#### Required action:
Make an exact copy of the records that follow, with each picture omitted.

(Stored data)
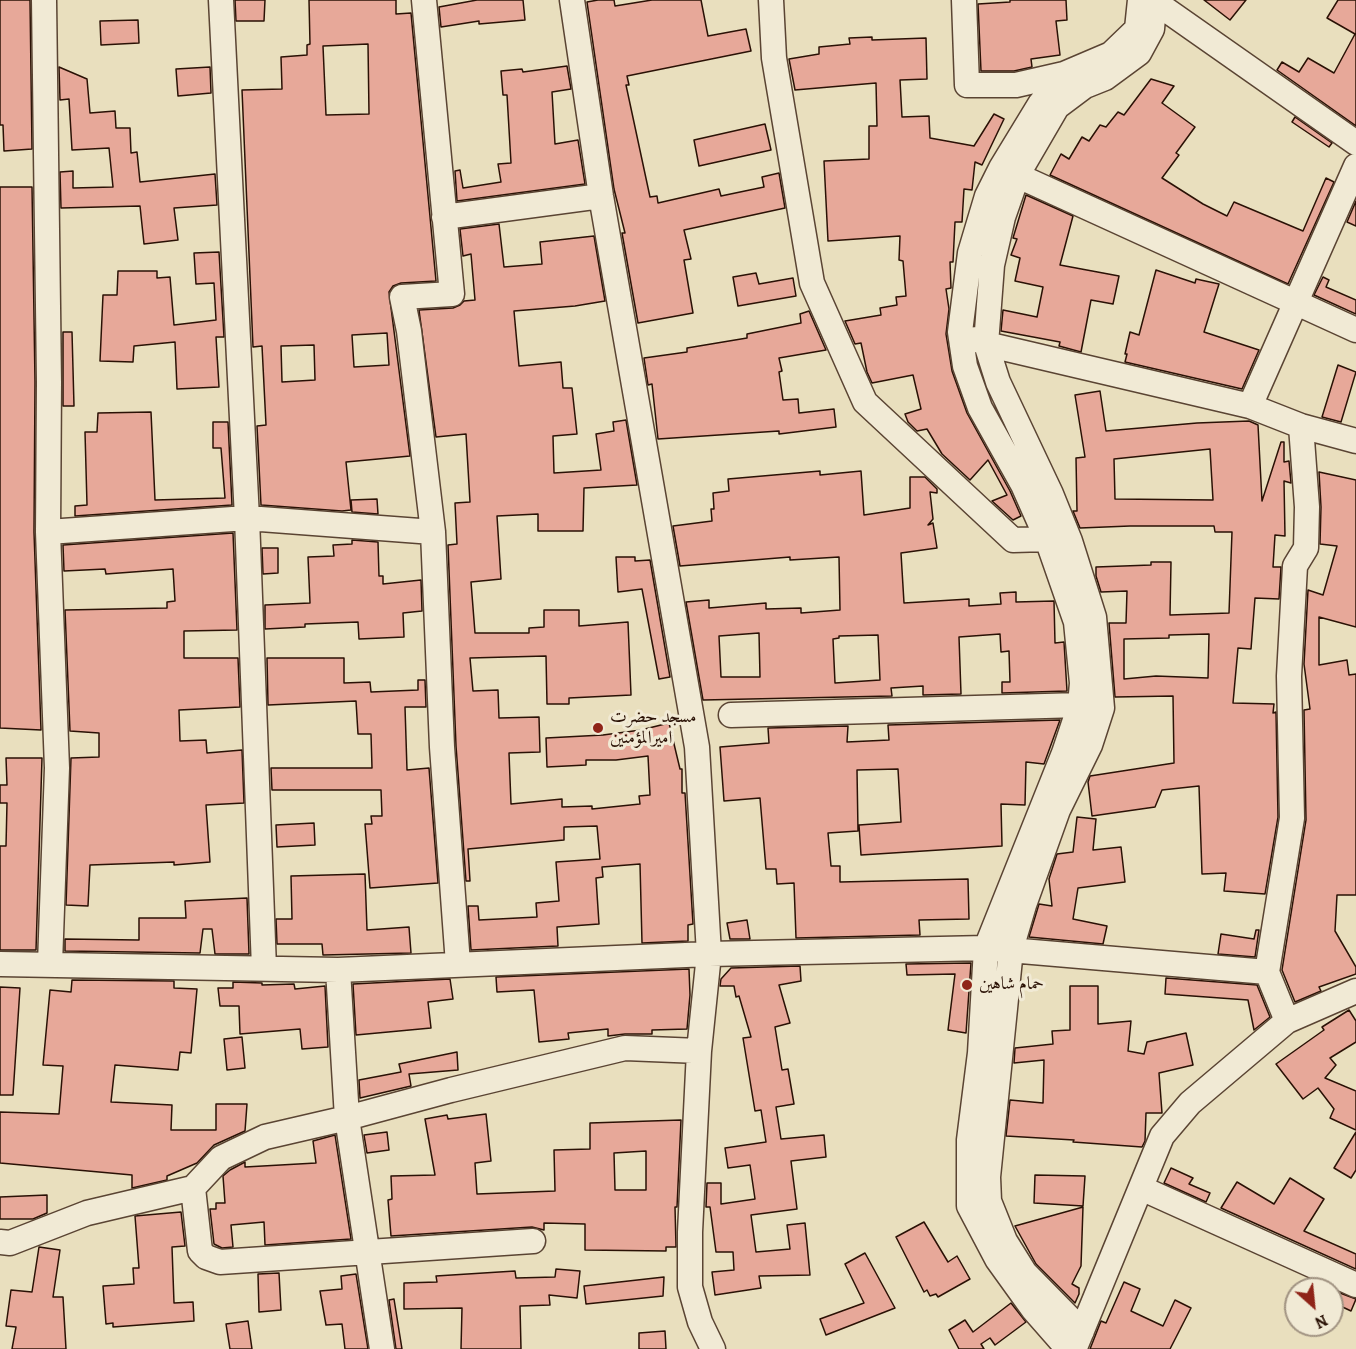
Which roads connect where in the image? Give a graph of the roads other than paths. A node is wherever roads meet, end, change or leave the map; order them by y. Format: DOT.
graph roads {
  1 [pos="44,0"];
  2 [pos="221,0"];
  3 [pos="424,0"];
  4 [pos="572,0"];
  5 [pos="771,0"];
  6 [pos="964,0"];
  7 [pos="1150,1"];
  8 [pos="1064,74"];
  9 [pos="1085,86"];
  10 [pos="1356,143"];
  11 [pos="1356,166"];
  12 [pos="1009,171"];
  13 [pos="601,196"];
  14 [pos="444,217"];
  15 [pos="1296,303"];
  16 [pos="1356,330"];
  17 [pos="960,332"];
  18 [pos="986,344"];
  19 [pos="1250,406"];
  20 [pos="1302,426"];
  21 [pos="1356,441"];
  22 [pos="247,518"];
  23 [pos="48,532"];
  24 [pos="433,532"];
  25 [pos="1056,542"];
  26 [pos="1091,706"];
  27 [pos="731,715"];
  28 [pos="1050,809"];
  29 [pos="986,948"];
  30 [pos="1011,949"];
  31 [pos="709,954"];
  32 [pos="0,964"];
  33 [pos="50,964"];
  34 [pos="458,964"];
  35 [pos="264,968"];
  36 [pos="338,970"];
  37 [pos="1267,972"];
  38 [pos="1356,991"];
  39 [pos="1287,1021"];
  40 [pos="699,1051"];
  41 [pos="348,1118"];
  42 [pos="193,1188"];
  43 [pos="1142,1188"];
  44 [pos="533,1241"];
  45 [pos="0,1242"];
  46 [pos="367,1252"];
  47 [pos="1356,1285"];
  48 [pos="1075,1343"];
  49 [pos="382,1349"];
  50 [pos="713,1349"];
  1 -- 23 [label="street"];
  2 -- 22 [label="street"];
  3 -- 14 [label="street"];
  4 -- 13 [label="street"];
  5 -- 25 [label="street"];
  6 -- 8 [label="street"];
  7 -- 8 [label="street"];
  7 -- 9 [label="street"];
  7 -- 10 [label="street"];
  8 -- 9 [label="street"];
  8 -- 12 [label="street"];
  9 -- 12 [label="street"];
  11 -- 15 [label="street"];
  12 -- 15 [label="street"];
  12 -- 17 [label="street"];
  12 -- 18 [label="street"];
  13 -- 14 [label="street"];
  13 -- 31 [label="street"];
  14 -- 24 [label="street"];
  15 -- 16 [label="street"];
  15 -- 19 [label="street"];
  17 -- 18 [label="street"];
  17 -- 25 [label="street"];
  18 -- 19 [label="street"];
  18 -- 25 [label="street"];
  19 -- 20 [label="street"];
  20 -- 21 [label="street"];
  20 -- 37 [label="street"];
  22 -- 23 [label="street"];
  22 -- 24 [label="street"];
  22 -- 35 [label="street"];
  23 -- 33 [label="street"];
  24 -- 34 [label="street"];
  25 -- 26 [label="street"];
  26 -- 27 [label="street"];
  26 -- 28 [label="street"];
  28 -- 29 [label="street"];
  28 -- 30 [label="street"];
  29 -- 30 [label="street"];
  29 -- 31 [label="street"];
  29 -- 48 [label="street"];
  30 -- 37 [label="street"];
  30 -- 48 [label="street"];
  31 -- 34 [label="street"];
  31 -- 40 [label="street"];
  32 -- 33 [label="street"];
  33 -- 35 [label="street"];
  34 -- 36 [label="street"];
  35 -- 36 [label="street"];
  36 -- 41 [label="street"];
  37 -- 39 [label="street"];
  38 -- 39 [label="street"];
  39 -- 43 [label="street"];
  40 -- 41 [label="street"];
  40 -- 50 [label="street"];
  41 -- 42 [label="street"];
  41 -- 46 [label="street"];
  42 -- 45 [label="street"];
  42 -- 46 [label="street"];
  43 -- 47 [label="street"];
  43 -- 48 [label="street"];
  44 -- 46 [label="street"];
  46 -- 49 [label="street"];
}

#### Answer for the task:
Which roads connect where in the image? Give a graph of the roads other than paths. A node is wherever roads meet, end, change or leave the map; order them by y. Format: DOT.
graph roads {
  1 [pos="44,0"];
  2 [pos="221,0"];
  3 [pos="424,0"];
  4 [pos="572,0"];
  5 [pos="771,0"];
  6 [pos="964,0"];
  7 [pos="1150,1"];
  8 [pos="1064,74"];
  9 [pos="1085,86"];
  10 [pos="1356,143"];
  11 [pos="1356,166"];
  12 [pos="1009,171"];
  13 [pos="601,196"];
  14 [pos="444,217"];
  15 [pos="1296,303"];
  16 [pos="1356,330"];
  17 [pos="960,332"];
  18 [pos="986,344"];
  19 [pos="1250,406"];
  20 [pos="1302,426"];
  21 [pos="1356,441"];
  22 [pos="247,518"];
  23 [pos="48,532"];
  24 [pos="433,532"];
  25 [pos="1056,542"];
  26 [pos="1091,706"];
  27 [pos="731,715"];
  28 [pos="1050,809"];
  29 [pos="986,948"];
  30 [pos="1011,949"];
  31 [pos="709,954"];
  32 [pos="0,964"];
  33 [pos="50,964"];
  34 [pos="458,964"];
  35 [pos="264,968"];
  36 [pos="338,970"];
  37 [pos="1267,972"];
  38 [pos="1356,991"];
  39 [pos="1287,1021"];
  40 [pos="699,1051"];
  41 [pos="348,1118"];
  42 [pos="193,1188"];
  43 [pos="1142,1188"];
  44 [pos="533,1241"];
  45 [pos="0,1242"];
  46 [pos="367,1252"];
  47 [pos="1356,1285"];
  48 [pos="1075,1343"];
  49 [pos="382,1349"];
  50 [pos="713,1349"];
  1 -- 23 [label="street"];
  2 -- 22 [label="street"];
  3 -- 14 [label="street"];
  4 -- 13 [label="street"];
  5 -- 25 [label="street"];
  6 -- 8 [label="street"];
  7 -- 8 [label="street"];
  7 -- 9 [label="street"];
  7 -- 10 [label="street"];
  8 -- 9 [label="street"];
  8 -- 12 [label="street"];
  9 -- 12 [label="street"];
  11 -- 15 [label="street"];
  12 -- 15 [label="street"];
  12 -- 17 [label="street"];
  12 -- 18 [label="street"];
  13 -- 14 [label="street"];
  13 -- 31 [label="street"];
  14 -- 24 [label="street"];
  15 -- 16 [label="street"];
  15 -- 19 [label="street"];
  17 -- 18 [label="street"];
  17 -- 25 [label="street"];
  18 -- 19 [label="street"];
  18 -- 25 [label="street"];
  19 -- 20 [label="street"];
  20 -- 21 [label="street"];
  20 -- 37 [label="street"];
  22 -- 23 [label="street"];
  22 -- 24 [label="street"];
  22 -- 35 [label="street"];
  23 -- 33 [label="street"];
  24 -- 34 [label="street"];
  25 -- 26 [label="street"];
  26 -- 27 [label="street"];
  26 -- 28 [label="street"];
  28 -- 29 [label="street"];
  28 -- 30 [label="street"];
  29 -- 30 [label="street"];
  29 -- 31 [label="street"];
  29 -- 48 [label="street"];
  30 -- 37 [label="street"];
  30 -- 48 [label="street"];
  31 -- 34 [label="street"];
  31 -- 40 [label="street"];
  32 -- 33 [label="street"];
  33 -- 35 [label="street"];
  34 -- 36 [label="street"];
  35 -- 36 [label="street"];
  36 -- 41 [label="street"];
  37 -- 39 [label="street"];
  38 -- 39 [label="street"];
  39 -- 43 [label="street"];
  40 -- 41 [label="street"];
  40 -- 50 [label="street"];
  41 -- 42 [label="street"];
  41 -- 46 [label="street"];
  42 -- 45 [label="street"];
  42 -- 46 [label="street"];
  43 -- 47 [label="street"];
  43 -- 48 [label="street"];
  44 -- 46 [label="street"];
  46 -- 49 [label="street"];
}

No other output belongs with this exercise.